Tuesday, January 11, 2022

Motivation crumble

The painful thing of it is, when energy is already low, and motivation only comes in short, unpredictable bursts that can crumble under the light brush of frustration, you need to be ready to go when inspiration strikes.  

When you get an idea for something small and simple that could help you make real progress and you actually manage to immediately launch into action, well, discovering that your computer suddenly won't connect to the internet until after you complete a Windows Update is like cold water on the fading embers of your inner fire. 

I'm grateful that many tech companies are willing to handle necessary updates without too much intercession for me. But when I need to send a message, make a call, look up a term, find contact information, or take a note, later isn't good enough. Are all the updates absolutely necessary right when I'm ready to use my device? I really would like for the companies to find a way for their products to be ready when they're needed, every time. This would go a long way to making them as accessible for those who need the support to manage their regular day-to-day as it is for those who use the support to get ahead of the pack.

Saturday, January 8, 2022

Methods in madness

Documenting some things that I think work well for me, including the act of documenting itself, and the data it brings. I need to be careful with documenting because it's one of the trickier culprits that contribute to overwhelm for me -- but its lack is one of the reasons I frequently find myself unable to figure out what's empirical data and what's assumption or confirmation bias. Without trying too hard to change anything else, I want to try and document what I already do, and I'm starting with my self care as the most important thing to document. I also have a documentation space for home care and maintenance tasks, but if both get to be too much, I have them separate so I can narrow it down to one. 

My goal is to understand my self-care patterns -- how often I tend to be able to do which kinds of self care, what other factors influence it, and eventually, which elements of routine and ritual will help me solidify some of the things that help me feel my best and function well.

Friday, January 7, 2022

Life's aches and pains (reflections after a Covid booster, hour 27)

Workout aches and pains be like: 
I see you've decided to run over a kilometer without stretching your hamstrings first. Smug upstart.

Getting old aches and pains be like:
I see you've decided to reach for the fork you dropped under the table without getting off your chair. Foolish mortal. 

Vaccine booster aches and pains be like:
I see you've decided to have wrists. Idiot.

Thursday, January 6, 2022

Girl, (Somewhat) Uninterrupted

Don't suggest app
Curbing the pathological notification checking.
Trying to take a bit of time to reset, sort of. Try something a bit different. Shake things up. It's hard but I also feel like despite the hard things never really letting up, I'm feeling things shift a bit for me. More clarity. Maybe it's the vitamins. Maybe it's getting back to work but without the soul-tearingly early hours required to get everyone to their respective day jobs on time, now that we're all working from home. More willingness to move on things I had set aside too or was avoiding looking at. More intentionality.
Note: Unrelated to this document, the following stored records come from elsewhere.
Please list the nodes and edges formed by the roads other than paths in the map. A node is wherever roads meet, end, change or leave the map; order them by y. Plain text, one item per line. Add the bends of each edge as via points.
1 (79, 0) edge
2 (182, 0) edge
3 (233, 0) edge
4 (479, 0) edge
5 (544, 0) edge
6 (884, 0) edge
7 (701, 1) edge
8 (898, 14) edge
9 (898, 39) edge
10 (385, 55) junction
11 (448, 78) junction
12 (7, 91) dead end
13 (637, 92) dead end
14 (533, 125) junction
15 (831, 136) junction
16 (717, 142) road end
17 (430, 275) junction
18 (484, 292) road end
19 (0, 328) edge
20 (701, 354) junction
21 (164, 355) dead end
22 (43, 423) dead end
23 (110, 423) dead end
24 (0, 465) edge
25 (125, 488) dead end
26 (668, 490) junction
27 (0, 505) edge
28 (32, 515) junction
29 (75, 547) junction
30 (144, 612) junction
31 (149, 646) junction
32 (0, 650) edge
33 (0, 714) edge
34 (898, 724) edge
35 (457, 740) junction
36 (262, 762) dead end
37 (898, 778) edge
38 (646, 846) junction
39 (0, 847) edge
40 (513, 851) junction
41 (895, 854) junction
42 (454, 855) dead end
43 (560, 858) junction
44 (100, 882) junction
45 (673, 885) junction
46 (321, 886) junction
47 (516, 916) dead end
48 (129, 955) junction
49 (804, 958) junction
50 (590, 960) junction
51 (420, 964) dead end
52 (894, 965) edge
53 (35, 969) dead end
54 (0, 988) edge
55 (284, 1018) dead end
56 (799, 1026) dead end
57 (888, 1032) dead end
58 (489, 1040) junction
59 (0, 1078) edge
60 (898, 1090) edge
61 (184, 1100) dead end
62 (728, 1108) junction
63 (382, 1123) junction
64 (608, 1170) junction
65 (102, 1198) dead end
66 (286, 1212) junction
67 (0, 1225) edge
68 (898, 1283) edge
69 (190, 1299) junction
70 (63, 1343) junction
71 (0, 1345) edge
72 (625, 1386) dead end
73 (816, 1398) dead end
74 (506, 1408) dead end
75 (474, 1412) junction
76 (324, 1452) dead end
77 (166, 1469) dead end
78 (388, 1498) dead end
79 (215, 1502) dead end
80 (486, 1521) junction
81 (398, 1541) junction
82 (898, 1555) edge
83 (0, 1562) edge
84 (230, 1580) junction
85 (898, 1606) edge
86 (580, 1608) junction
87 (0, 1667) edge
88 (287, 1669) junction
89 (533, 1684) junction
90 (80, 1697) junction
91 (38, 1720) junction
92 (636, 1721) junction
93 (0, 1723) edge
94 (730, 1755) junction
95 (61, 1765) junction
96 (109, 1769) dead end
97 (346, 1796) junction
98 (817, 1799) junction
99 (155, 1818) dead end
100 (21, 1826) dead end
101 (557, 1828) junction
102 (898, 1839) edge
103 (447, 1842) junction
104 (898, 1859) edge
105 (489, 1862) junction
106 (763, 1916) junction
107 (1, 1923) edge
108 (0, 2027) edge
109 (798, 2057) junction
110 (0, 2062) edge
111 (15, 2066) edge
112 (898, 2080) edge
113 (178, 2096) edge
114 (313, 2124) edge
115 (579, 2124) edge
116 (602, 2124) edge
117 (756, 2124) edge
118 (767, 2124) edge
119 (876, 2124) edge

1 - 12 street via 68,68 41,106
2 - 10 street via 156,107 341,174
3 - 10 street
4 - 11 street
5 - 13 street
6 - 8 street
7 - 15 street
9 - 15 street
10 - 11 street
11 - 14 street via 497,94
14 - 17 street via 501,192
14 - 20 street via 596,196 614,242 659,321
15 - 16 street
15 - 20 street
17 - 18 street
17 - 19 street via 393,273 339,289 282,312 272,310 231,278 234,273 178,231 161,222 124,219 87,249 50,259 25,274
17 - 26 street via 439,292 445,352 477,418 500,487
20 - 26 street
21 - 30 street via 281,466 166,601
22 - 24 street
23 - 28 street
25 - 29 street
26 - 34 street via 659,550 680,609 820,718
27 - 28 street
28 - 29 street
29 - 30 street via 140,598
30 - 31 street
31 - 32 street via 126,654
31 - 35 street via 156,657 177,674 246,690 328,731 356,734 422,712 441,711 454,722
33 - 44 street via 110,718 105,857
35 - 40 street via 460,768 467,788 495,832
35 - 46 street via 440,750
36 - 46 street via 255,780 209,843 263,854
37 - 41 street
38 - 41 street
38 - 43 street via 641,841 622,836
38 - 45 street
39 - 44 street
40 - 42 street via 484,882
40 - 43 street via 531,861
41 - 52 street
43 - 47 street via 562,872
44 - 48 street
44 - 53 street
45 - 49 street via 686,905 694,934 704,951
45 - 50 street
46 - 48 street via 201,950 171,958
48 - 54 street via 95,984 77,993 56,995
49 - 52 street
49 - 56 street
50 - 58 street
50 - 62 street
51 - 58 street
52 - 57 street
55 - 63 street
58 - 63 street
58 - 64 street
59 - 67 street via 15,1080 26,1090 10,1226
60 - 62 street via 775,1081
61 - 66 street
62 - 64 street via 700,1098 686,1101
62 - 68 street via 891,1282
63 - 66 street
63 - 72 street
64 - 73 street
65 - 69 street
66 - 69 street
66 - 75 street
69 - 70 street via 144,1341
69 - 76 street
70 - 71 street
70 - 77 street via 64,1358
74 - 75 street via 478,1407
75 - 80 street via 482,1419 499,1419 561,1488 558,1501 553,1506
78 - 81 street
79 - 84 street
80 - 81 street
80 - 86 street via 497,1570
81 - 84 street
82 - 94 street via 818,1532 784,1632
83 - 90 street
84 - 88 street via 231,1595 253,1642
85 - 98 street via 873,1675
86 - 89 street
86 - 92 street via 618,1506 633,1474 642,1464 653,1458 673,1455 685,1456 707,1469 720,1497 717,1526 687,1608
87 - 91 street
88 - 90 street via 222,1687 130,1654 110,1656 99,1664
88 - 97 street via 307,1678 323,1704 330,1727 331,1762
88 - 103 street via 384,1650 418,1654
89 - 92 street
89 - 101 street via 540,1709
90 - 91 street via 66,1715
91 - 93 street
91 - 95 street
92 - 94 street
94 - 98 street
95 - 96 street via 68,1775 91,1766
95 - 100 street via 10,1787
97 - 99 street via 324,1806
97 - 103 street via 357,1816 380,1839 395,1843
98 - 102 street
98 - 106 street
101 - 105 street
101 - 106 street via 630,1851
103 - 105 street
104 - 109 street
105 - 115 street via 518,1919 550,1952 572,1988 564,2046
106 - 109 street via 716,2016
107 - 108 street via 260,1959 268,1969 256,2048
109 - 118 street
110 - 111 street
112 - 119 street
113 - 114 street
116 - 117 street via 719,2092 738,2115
I'm starting to take charge of the push and pull of the tides and push back a bit so resentment isn't my only mental state -- which feels important. I can't analyze it too closely or try to force myself to document it all. I need to accept that some things are too big for me to reduce to words or lists or line items -- and anyway, that's a good thing in my books. I just need to actually make peace with it. 

 Something I've learned more concretely about myself in the last couple days of virtual school, and that I should probably watch for more and keep in mind, is that interruption is one of the main things that kills my productivity. So much so that even the thought that I might be interrupted kind of paralyzes my ability to transition to the next right thing. I just pace and wait and fritter away time on the less important but easily finished or abandoned tasks while I let the potential for interruption pass. Sometimes I think it's fine to acknowledge this and allow for myself to do just the one thing at a time. Other times though, I may need to find ways to control or redirect this tendency, since some interruptions never end but also never begin. That said, I also need to reduce the potential for interruptions in some areas. This week I've been shutting down a lot of sources of mini-crisis and it's been nice to have my mind free to continue the thought I was already having. More of that would be good. Basically, there's almost no need for me to ever rely on Social Media to keep me connected to the people I really need to keep constant connection with, and so turning of its push notifications and limiting checking it to a smaller window each day can help me avoid inviting interruption. So doing, I can increase the continuous flow time for things like serenity, creativity, and purpose.